Barry O’Leary: There might be, but I would probably not necessarily have it as a test. I would have it as an attendance, so it is more about just teaching people. You could maybe assess it afterwards, but at the moment it is just a test.
Baroness Prashar: Yes, the current one is not fit for purpose.
Zoe Bantleman: I agree. We do not necessarily need a test. There are other ways of doing it. What people have shown—especially under the new settlement proposals, if they are put into practice—is that they have lived here. Year after year they have been able to navigate the system, to meet all the requirements, to understand them, and to go through the whole process.
Let us not forget that many people will be giving up their other citizenship in order to take on British citizenship. That is already a huge sign of allegiance and their willingness to remain in this country and make it their home. Even that is an element that we are testing in citizenship, as to whether they wish to make the UK their home or some other place their home.
I do not think that we necessarily need a test. There are other ways in which we can look at whether someone is integrated and is part of our society and community.
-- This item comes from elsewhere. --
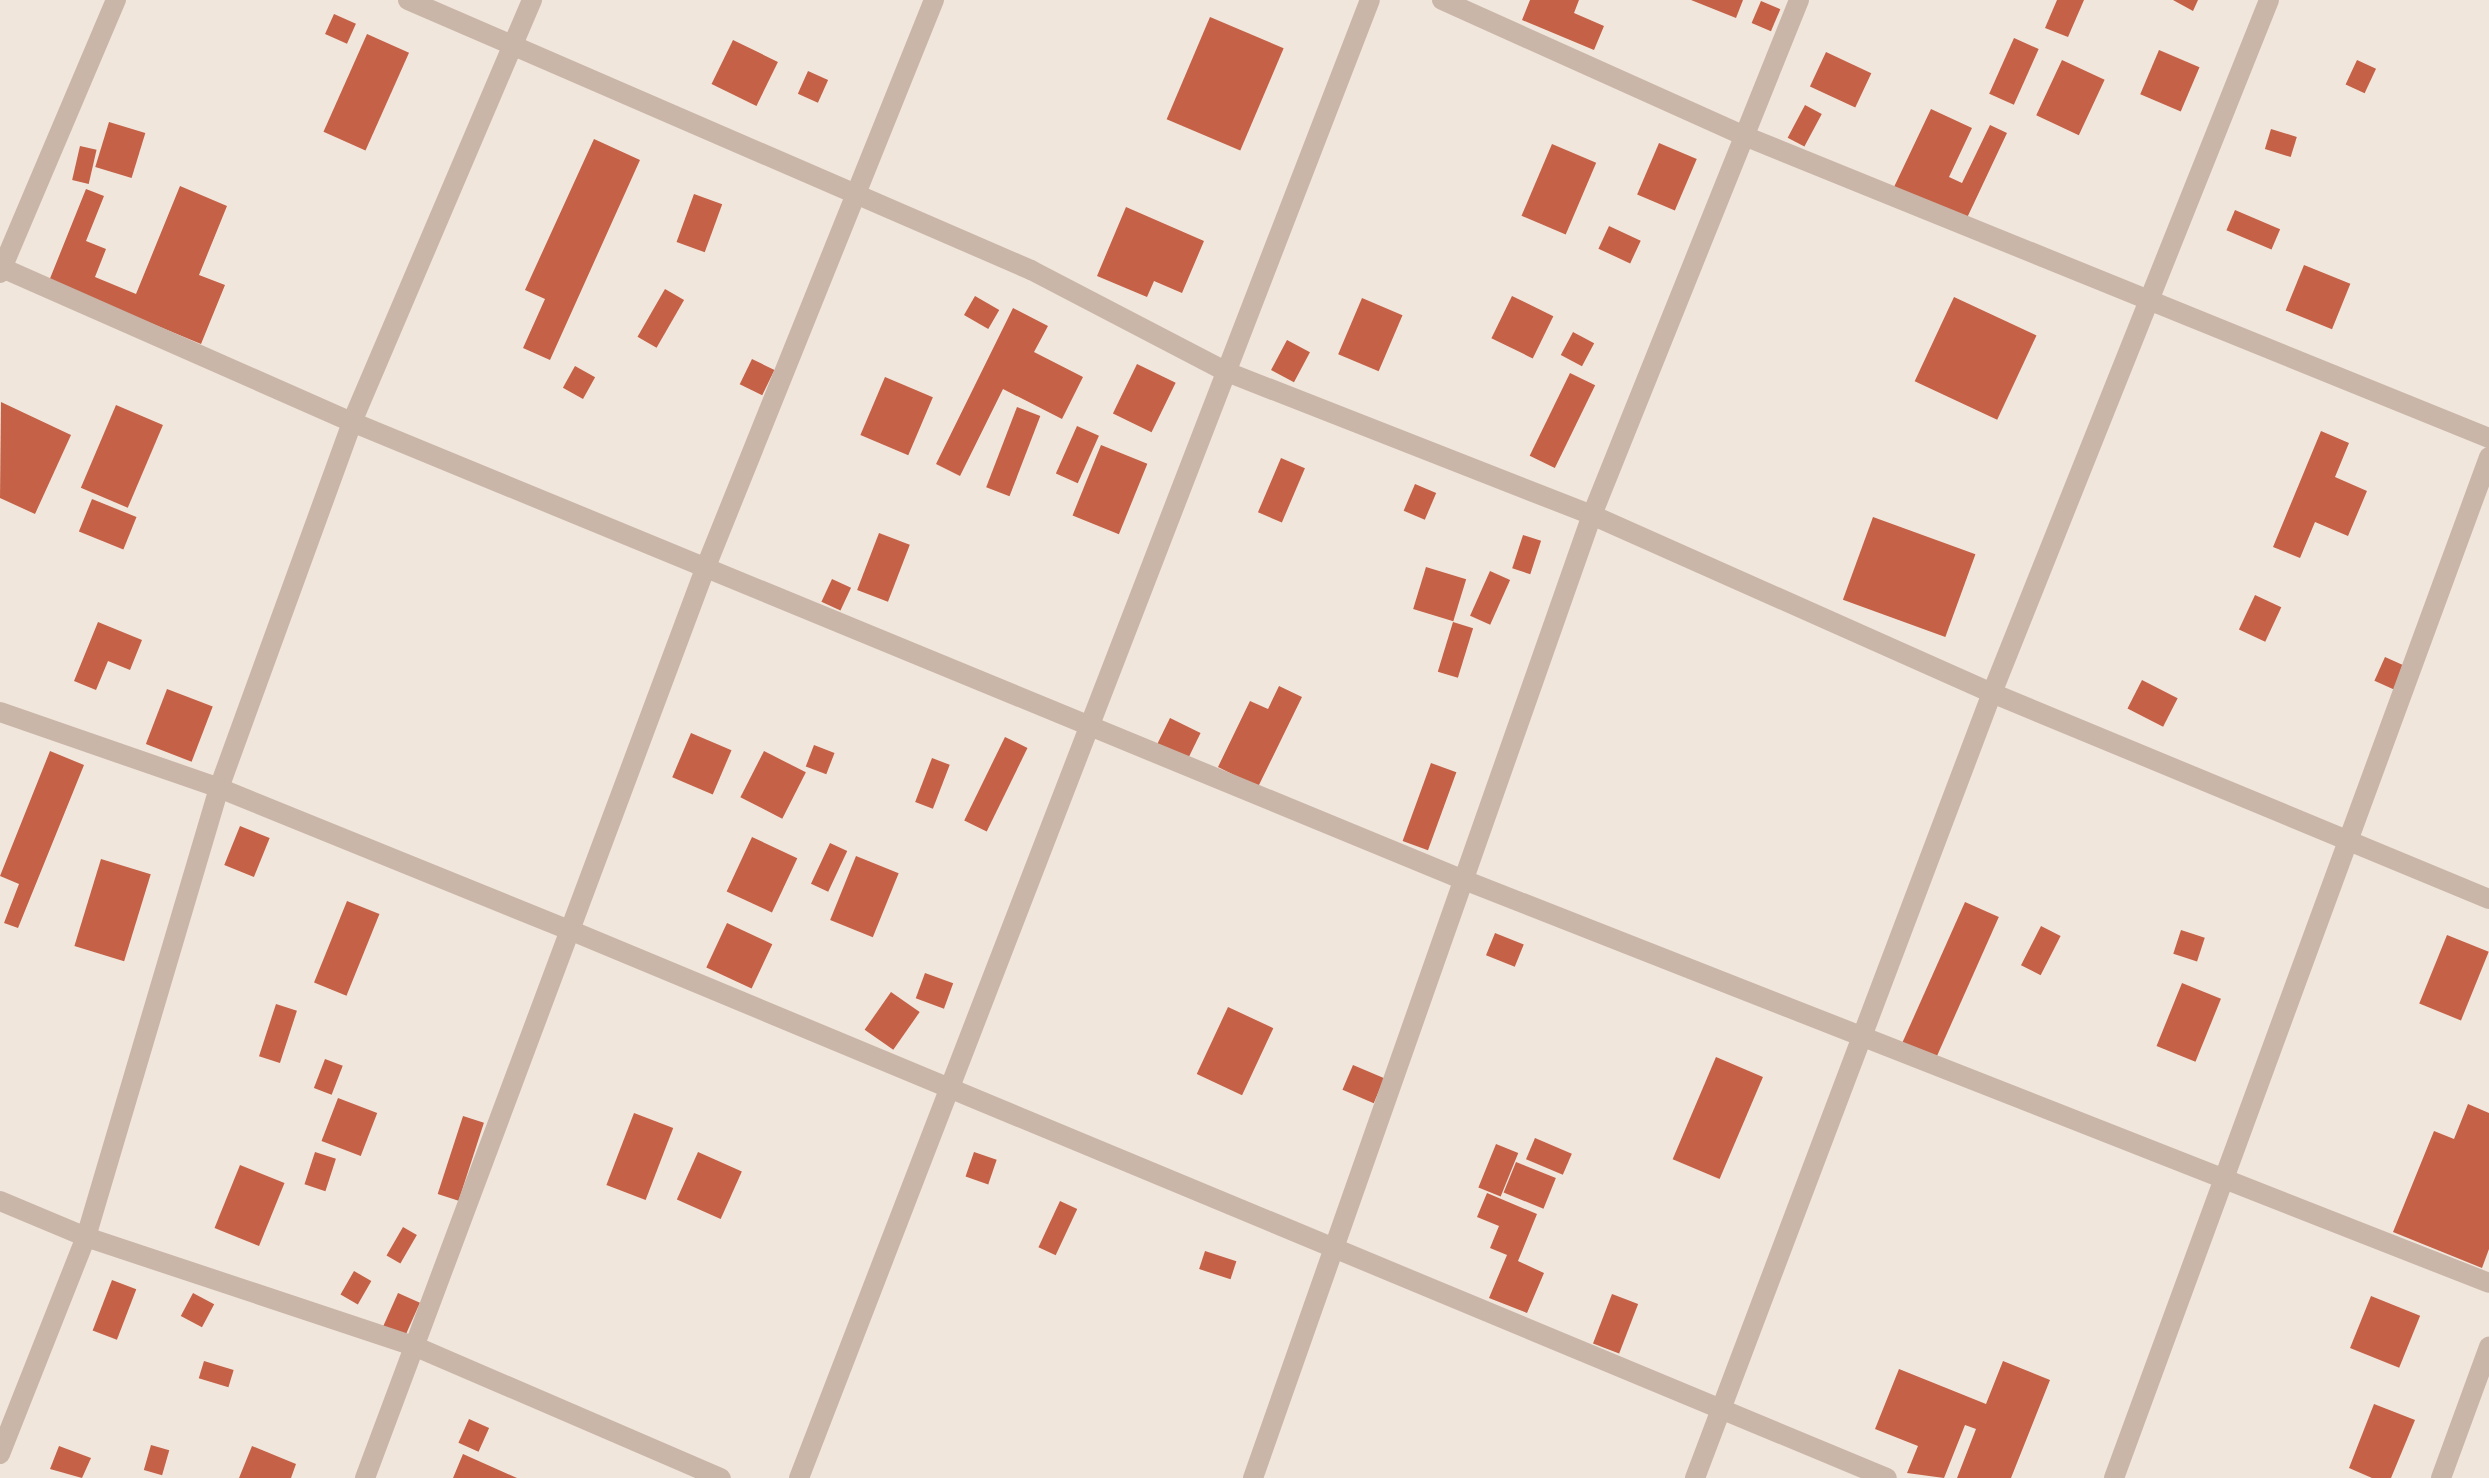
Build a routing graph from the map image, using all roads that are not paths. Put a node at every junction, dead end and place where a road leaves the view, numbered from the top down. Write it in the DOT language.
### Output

We already have a system in place that does that, so this is an unnecessary hurdle.
Q40 The Chair: Has either of you been caught speeding?
Barry O’Leary: No.
Zoe Bantleman: No.
The Chair: That is a great shame. I have. One of the things that you will therefore not have experienced is that you can avoid getting points on your licence by going on a course and doing an assessment. Everybody I have spoken to who has done it—me included—thinks that they are absolutely the best thing that whichever Government introduced them had ever done. I went away from it feeling that I had become a better driver because of it. At the same time, I knew I had been punished, because I had to go and take time to do it, and so on, and I had to pay a fee instead of the fine.
It has always struck me that a course like that, which I think is what Baroness Prashar is hinting at, is a mixture of both. There is time where you discuss British values and all the other things that others have talked about, and at the same time you are still ultimately required to be given a stamp of approval by the person running the course. That is the sort of thing I know a number of people have been talking about. Would that be your feeling?
Barry O’Leary: I would support something like that, yes.
Zoe Bantleman: Yes, something that is not a short-term memory game seems very sensible. One thing I would add is that, if the test is refreshed and a new test is put in place, we need to be careful that people have enough time to take this course or test before their leave expires. Otherwise we are talking about people needing to have an extension of their permission before they can settle, because they cannot meet all the relevant requirements.
The Chair: Thank you. This has been an absolutely fascinating session. As you have discovered, we could have kept you here for hour upon hour, and we would all have benefited from that, had we done so. I know that you have already agreed—because I asked you earlier—to write to us on a number of various issues and with anything else you think we could benefit from.
My final request is this: at the end of this work that we do, we will have to come up with a number of recommendations. We would be very pleased to have any thoughts of what would be helpful recommendations for committee members to consider. On behalf of the entire committee, thank you to both of you.